Utility Reflections for Multifamily Investors | Resident First Focus

Utilities – they may not be the sexiest part of your multifamily investing strategy, but if you’re not evaluating your approach to them, you could be missing out on serious cash. That’s particularly the case if you own an older property that lacks submetering and/or utilities are baked into the price of your resident’s rent.

This review will examine the advantages of two of the leading utility billing systems: submetering and ratio utility billing systems (RUBS). We’ll also address other ways for multifamily investors to reclaim money on utilities, including utility benchmarking, convergent billing, and vacant cost recovery. 


Submetering: Pricey But Highly Effective 

If utilities in your multifamily property are still on a combined system or if you have a project coming out of the dirt, it might make sense to investigate investing in a submetering system for major utilities such as gas, water, and electricity. Submetering tracks each unit’s usage, and therefore, it is the most reliable way to charge residents for their precise utility usage accurately. Furthermore, since submetering holds each resident accountable for their individual utility use, it can motivate residents to reduce their water and energy consumption.

While breakthroughs have driven down the cost of submetering, it can still be a costly process, and therefore, it isn’t suitable for everyone. To establish the price point for submeter installation in your area, obtain quotes from various submeter installation firms in your area. 


Ratio Utility Billing System (RUBS): A Economical Option 

If submetering exceeds your budget, using a Ratio Utility Billing System (RUBS) could be the answer. contrary to submetering, RUBS usually does not require any capital expenditure or connecting of any equipment

Instead, RUBS employs a standardized process to designate a fair fraction of the building’s overall utility charges to each unit. This approach considers factors like the number of bathrooms and the number of residents plus the unit’s overall size. Public-service fees are then invoiced to residents via RUBS, including electricity, gas, water, sewer, and trash.

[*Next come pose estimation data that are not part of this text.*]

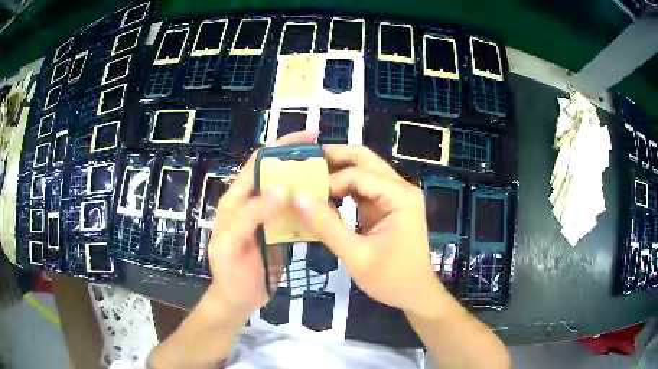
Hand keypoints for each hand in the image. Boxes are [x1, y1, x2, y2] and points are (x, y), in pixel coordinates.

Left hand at [205, 130, 318, 324]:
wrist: (239, 299)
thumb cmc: (230, 272)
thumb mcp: (232, 243)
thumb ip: (251, 215)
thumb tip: (282, 188)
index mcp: (237, 200)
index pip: (258, 163)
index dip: (281, 146)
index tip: (309, 138)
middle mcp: (253, 202)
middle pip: (276, 172)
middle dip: (299, 159)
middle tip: (327, 155)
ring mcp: (268, 217)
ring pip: (289, 192)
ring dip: (307, 181)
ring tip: (331, 176)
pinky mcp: (280, 231)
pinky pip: (296, 212)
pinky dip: (309, 205)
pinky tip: (325, 204)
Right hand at [293, 145, 447, 316]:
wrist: (415, 293)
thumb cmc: (391, 279)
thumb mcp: (356, 256)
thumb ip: (327, 227)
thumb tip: (297, 198)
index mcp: (400, 197)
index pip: (357, 175)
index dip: (328, 182)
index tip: (303, 195)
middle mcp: (400, 189)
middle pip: (364, 160)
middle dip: (334, 157)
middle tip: (304, 162)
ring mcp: (395, 196)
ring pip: (363, 170)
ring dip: (337, 170)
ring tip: (309, 176)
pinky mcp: (387, 206)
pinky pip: (363, 188)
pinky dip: (343, 188)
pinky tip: (324, 195)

RUBS can be launched turnkey at zero cost to the property owner and billed to residents in their overall monthly utility bill in many scenarios. 

Some industry authorities say RUBS results in a 5%-40% decline in overall utility use. In addition, RUBS has been endorsed by both the National Apartment Association (NAA), National Multihousing Council (NMHC), and the U.S. Environmental Protection Agency as an attractive approach for apartment managers to reward their residents for preserving water and reducing electricity use.


Utility Benchmarking: Knowledge is Power 

Utility benchmarking requires analyzing and tracking an apartment’s utility use over some time. The conclusions can parallel a community to similar properties and identify ways to lessen the property’s utility use. 

Benchmarking a community’s public works needs has a range of commensurate advantages, namely assisting property owners to descry billing variances, locate malfunctioning equipment, and gain approval for green federals funding programs, like Freddie Mac’s Green Advantage or Fannie Mae’s Green Financing programs. 

Benchmarking everyday living costs at apartment communities is voluntary in most parts of the U.S. However, it is now compulsory for structures over a specific size in many states. HUD has also considered demanding that multifamily borrowers participate in utility benchmarking, although those guidelines have not yet been brought to the forefront. 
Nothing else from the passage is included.